Around this time, Hans, together with his friends Alexander Schmorell and George Wittenstein, decided that they had to do something to resist the evil of the National Socialist regime, they could remain silent no longer. Rather than engaging in violence, having been encouraged by the sermons of Bishop von Galen, they decided to engage in a leaflet campaign to influence the German people against the war and the regime. They took the name of the White Rose, and they cautiously added like-minded students, including Willi Graf, Christoph Probst, Traute Lafrenz, Katharina Schueddekopf, Lieselotte (Lilo) Berndl, Jurgen Wittenstein, Marie-Luise Jahn, Falk Harnack, Kurt Huber, and Wilhelm Geyer. When Sophie later learned of the formation of the group, she insisted on joining too.

In June and July 1942, the White Rose distributed four leaflets condemning the war and Nazis. The leaflets were copied by typewriter and distributed by leaving copies in public phonebooks, mailing them to various people, and sending them by secret courier to other schools.

However, Hans and some others were then ordered to the Russian Front. While there, they saw the horrifying maltreatment of Jews and Russian prisoners first hand, and when they returned home a few months later, they more determined than ever to carry on the work of resistance. They obtained a duplicating machine, so instead of a hundred copies of their leaflets, they could now produce thousands. Their only limitation was on their supply of paper, envelopes, and postage stamps.

In January 1943, the fifth leaflet of the White Rose was published and copies were mailed to people whose names were taken out of telephone books. A short time later, the group struck with an anti-Nazi graffiti campaign around Munich. The words "Down with Hitler" and calls for "Freedom" were posted in large letters in paint and tar, which made it difficult to remove.

On February 18, 1943, after a Nazi leader had given a contentious speech at the University of Munich calling on female students to produce children for der Führer rather than waste their time on books, the group addressed their sixth leaflet to "Fellow Students," and they decided to not only mail copies anonymously, but to distribute them secretly at the University. White Rose member George Wittenstein reports what happened:
In the morning of February 18, 1943, Hans and Sophie Scholl entered the University with a large suitcase filled with leaflets, placing stacks of them outside each lecture hall. As they left the building, they realized there were many leaflets left in the suitcase.
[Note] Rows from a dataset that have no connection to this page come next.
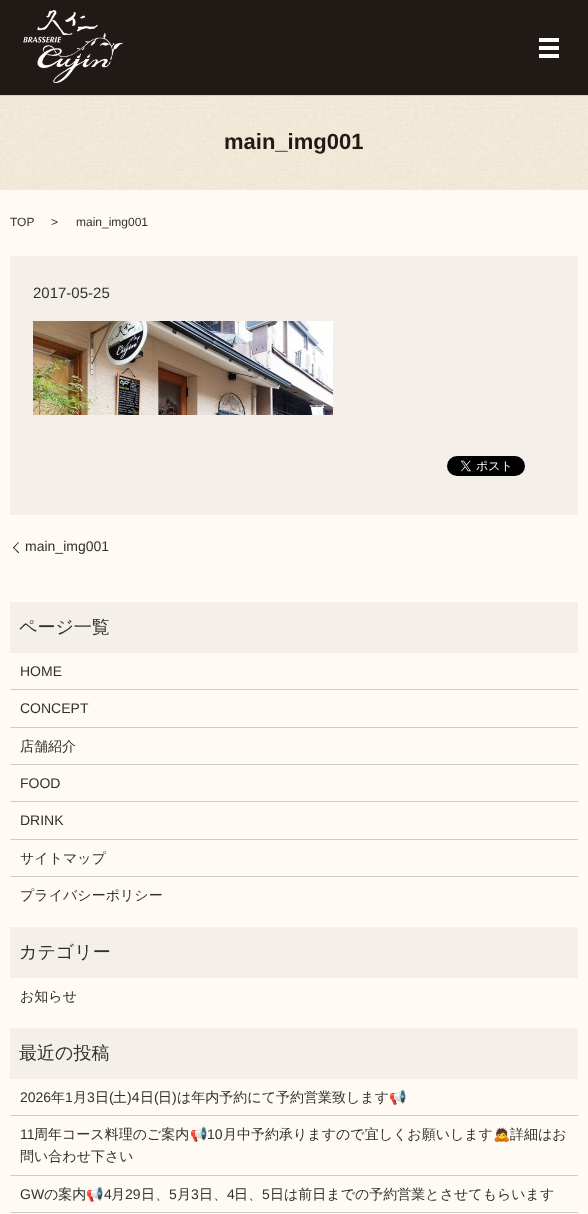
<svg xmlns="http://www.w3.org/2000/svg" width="588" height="1214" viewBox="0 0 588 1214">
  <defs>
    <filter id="blur1" x="-50%" y="-200%" width="200%" height="500%"><feGaussianBlur stdDeviation="0.5"/></filter>
  </defs>
  <rect width="100%" height="100%" fill="#fffbf4"/>
  <image x="0" y="95" width="588" height="95" href="img2.png"/>
  <rect x="0" y="1" width="588" height="95" fill="#000000" fill-opacity="0.1" filter="url(#blur1)"/>
  <rect x="0" y="0" width="588" height="95" fill="#201916"/>
  <image x="23" y="10" width="100" height="73" href="img1.png"/>
  <rect x="539" y="38" width="20" height="4" fill="#ffffff"/>
  <rect x="539" y="46" width="20" height="4" fill="#ffffff"/>
  <rect x="539" y="54" width="20" height="4" fill="#ffffff"/>
  <text x="224" y="149" font-family="Liberation Sans" font-size="22" font-weight="bold" fill="#201916">main_img001</text>
  <text x="10" y="226" font-family="Liberation Sans" font-size="12" fill="#303030">TOP</text>
  <text x="51" y="226" font-family="Liberation Sans" font-size="12" fill="#303030">&gt;</text>
  <text x="76" y="226" font-family="Liberation Sans" font-size="12" fill="#303030">main_img001</text>
  <rect x="10" y="256" width="568" height="259" fill="#f4f0e9"/>
  <text x="33" y="298" font-family="Liberation Sans" font-size="15" fill="#303030">2017-05-25</text>
  <image x="33" y="321" width="300" height="94" href="img3.png"/>
  <image x="447" y="456" width="78" height="20" href="img4.png"/>
  <path d="M13 547.5L18.5 542L19 542.5L13.5 548.5Z" fill="#201916"/>
  <text x="25" y="551" font-family="Liberation Sans" font-size="14" fill="#303030">main_img001</text>
  <path d="M18.5 553.5L13 547.5L13.5 547L19 552.5Z" fill="#201916"/>
  <rect x="10" y="602" width="568" height="51" fill="#f4f0e9"/>
  <text x="19" y="633" font-family="WenQuanYi Zen Hei" font-size="18" font-weight="500" fill="#303030">ページ一覧</text>
  <rect x="10" y="689" width="568" height="1" fill="#cccccc"/>
  <text x="20" y="676" font-family="Liberation Sans" font-size="14" fill="#303030">HOME</text>
  <rect x="10" y="727" width="568" height="1" fill="#cccccc"/>
  <text x="20" y="713" font-family="Liberation Sans" font-size="14" fill="#303030">CONCEPT</text>
  <rect x="10" y="764" width="568" height="1" fill="#cccccc"/>
  <text x="20" y="751" font-family="WenQuanYi Zen Hei" font-size="14" font-weight="500" fill="#303030">店舗紹介</text>
  <rect x="10" y="801" width="568" height="1" fill="#cccccc"/>
  <text x="20" y="788" font-family="Liberation Sans" font-size="14" fill="#303030">FOOD</text>
  <rect x="10" y="839" width="568" height="1" fill="#cccccc"/>
  <text x="20" y="825" font-family="Liberation Sans" font-size="14" fill="#303030">DRINK</text>
  <rect x="10" y="876" width="568" height="1" fill="#cccccc"/>
  <text x="20" y="863" font-family="WenQuanYi Zen Hei" font-size="14" font-weight="500" fill="#303030">サイトマップ</text>
  <text x="20" y="900" font-family="WenQuanYi Zen Hei" font-size="14" font-weight="500" fill="#303030">プライバシーポリシー</text>
  <rect x="10" y="927" width="568" height="51" fill="#f4f0e9"/>
  <text x="19" y="958" font-family="WenQuanYi Zen Hei" font-size="18" font-weight="500" fill="#303030">カテゴリー</text>
  <text x="20" y="1001" font-family="WenQuanYi Zen Hei" font-size="14" font-weight="500" fill="#303030">お知らせ</text>
  <rect x="10" y="1028" width="568" height="51" fill="#f4f0e9"/>
  <text x="19" y="1059" font-family="WenQuanYi Zen Hei" font-size="18" font-weight="500" fill="#303030">最近の投稿</text>
  <rect x="10" y="1115" width="568" height="1" fill="#cccccc"/>
  <text x="20" y="1102" font-family="Liberation Sans" font-size="14" fill="#303030">2026</text>
  <text x="51" y="1102" font-family="WenQuanYi Zen Hei" font-size="14" font-weight="500" fill="#303030">年</text>
  <text x="65" y="1102" font-family="Liberation Sans" font-size="14" fill="#303030">1</text>
  <text x="73" y="1102" font-family="WenQuanYi Zen Hei" font-size="14" font-weight="500" fill="#303030">月</text>
  <text x="87" y="1102" font-family="Liberation Sans" font-size="14" fill="#303030">3</text>
  <text x="95" y="1102" font-family="WenQuanYi Zen Hei" font-size="14" font-weight="500" fill="#303030">日</text>
  <text x="109" y="1102" font-family="Liberation Sans" font-size="14" fill="#303030">(</text>
  <text x="113" y="1102" font-family="WenQuanYi Zen Hei" font-size="14" font-weight="500" fill="#303030">土</text>
  <text x="127" y="1102" font-family="Liberation Sans" font-size="14" fill="#303030">)4</text>
  <text x="140" y="1102" font-family="WenQuanYi Zen Hei" font-size="14" font-weight="500" fill="#303030">日</text>
  <text x="154" y="1102" font-family="Liberation Sans" font-size="14" fill="#303030">(</text>
  <text x="158" y="1102" font-family="WenQuanYi Zen Hei" font-size="14" font-weight="500" fill="#303030">日</text>
  <text x="172" y="1102" font-family="Liberation Sans" font-size="14" fill="#303030">)</text>
  <text x="177" y="1102" font-family="WenQuanYi Zen Hei" font-size="14" font-weight="500" fill="#303030">は年内予約にて予約営業致します</text>
  <text x="389" y="1102" font-family="Noto Color Emoji" font-size="14" fill="#303030">📢</text>
  <rect x="10" y="1175" width="568" height="1" fill="#cccccc"/>
  <text x="20" y="1139" font-family="Liberation Sans" font-size="14" fill="#303030">11</text>
  <text x="34" y="1139" font-family="WenQuanYi Zen Hei" font-size="14" font-weight="500" fill="#303030">周年コース料理のご案内</text>
  <text x="190" y="1139" font-family="Noto Color Emoji" font-size="14" fill="#303030">📢</text>
  <text x="207" y="1139" font-family="Liberation Sans" font-size="14" fill="#303030">10</text>
  <text x="223" y="1139" font-family="WenQuanYi Zen Hei" font-size="14" font-weight="500" fill="#303030">月中予約承りますので宜しくお願いします</text>
  <text x="493" y="1139" font-family="Noto Color Emoji" font-size="14" fill="#303030">🙇</text>
  <text x="510" y="1139" font-family="WenQuanYi Zen Hei" font-size="14" font-weight="500" fill="#303030">詳細はお</text>
  <text x="20" y="1161" font-family="WenQuanYi Zen Hei" font-size="14" font-weight="500" fill="#303030">問い合わせ下さい</text>
  <rect x="10" y="1212" width="568" height="1" fill="#cccccc"/>
  <text x="20" y="1199" font-family="Liberation Sans" font-size="14" fill="#303030">GW</text>
  <text x="44" y="1199" font-family="WenQuanYi Zen Hei" font-size="14" font-weight="500" fill="#303030">の案内</text>
  <text x="86" y="1199" font-family="Noto Color Emoji" font-size="14" fill="#303030">📢</text>
  <text x="104" y="1199" font-family="Liberation Sans" font-size="14" fill="#303030">4</text>
  <text x="111" y="1199" font-family="WenQuanYi Zen Hei" font-size="14" font-weight="500" fill="#303030">月</text>
  <text x="125" y="1199" font-family="Liberation Sans" font-size="14" fill="#303030">29</text>
  <text x="141" y="1199" font-family="WenQuanYi Zen Hei" font-size="14" font-weight="500" fill="#303030">日、</text>
  <text x="169" y="1199" font-family="Liberation Sans" font-size="14" fill="#303030">5</text>
  <text x="177" y="1199" font-family="WenQuanYi Zen Hei" font-size="14" font-weight="500" fill="#303030">月</text>
  <text x="191" y="1199" font-family="Liberation Sans" font-size="14" fill="#303030">3</text>
  <text x="199" y="1199" font-family="WenQuanYi Zen Hei" font-size="14" font-weight="500" fill="#303030">日、</text>
  <text x="227" y="1199" font-family="Liberation Sans" font-size="14" fill="#303030">4</text>
  <text x="234" y="1199" font-family="WenQuanYi Zen Hei" font-size="14" font-weight="500" fill="#303030">日、</text>
  <text x="262" y="1199" font-family="Liberation Sans" font-size="14" fill="#303030">5</text>
  <text x="270" y="1199" font-family="WenQuanYi Zen Hei" font-size="14" font-weight="500" fill="#303030">日は前日までの予約営業とさせてもらいます</text>
</svg>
They turned, climbed the stairs to the top landing of the glass roofed inner court, where Sophie dumped the remaining content of the suitcase into the court.

They were observed and immediately apprehended by a senior janitor. Within a few days over 80 people were arrested all over Germany, among them Christoph Probst, whose draft of a leaflet, written on January 31, was found in Hans Scholl's pocket at his arrest. . . .

It will never be known what drove Hans and Sophie to this action, which, according to statements made by them during their interrogation, had not been planned. It has been speculated that they knew that the Gestapo was hot on their trail, and that they, encouraged by what had happened a month earlier at the German Museum, believed that this last desperate act would result in a general uprising in Germany. . . .

Hitler's reaction was swift - the "People's Court" was called into session only four days later; and, in a trial lasting barely four hours, the two Scholls and Christoph Probst were sentenced to death by beheading.
Hans and Sophie knew the risk. Shortly before, Sophie remarked, "So many people have already died for this regime that it's time someone died against it." Following their arrest, Sophie was questioned by Gestapo interrogator Robert Mohr, and in her confrontation with this agent of an evil regime, she heroically showed herself to be fortified by faith, hope, and love.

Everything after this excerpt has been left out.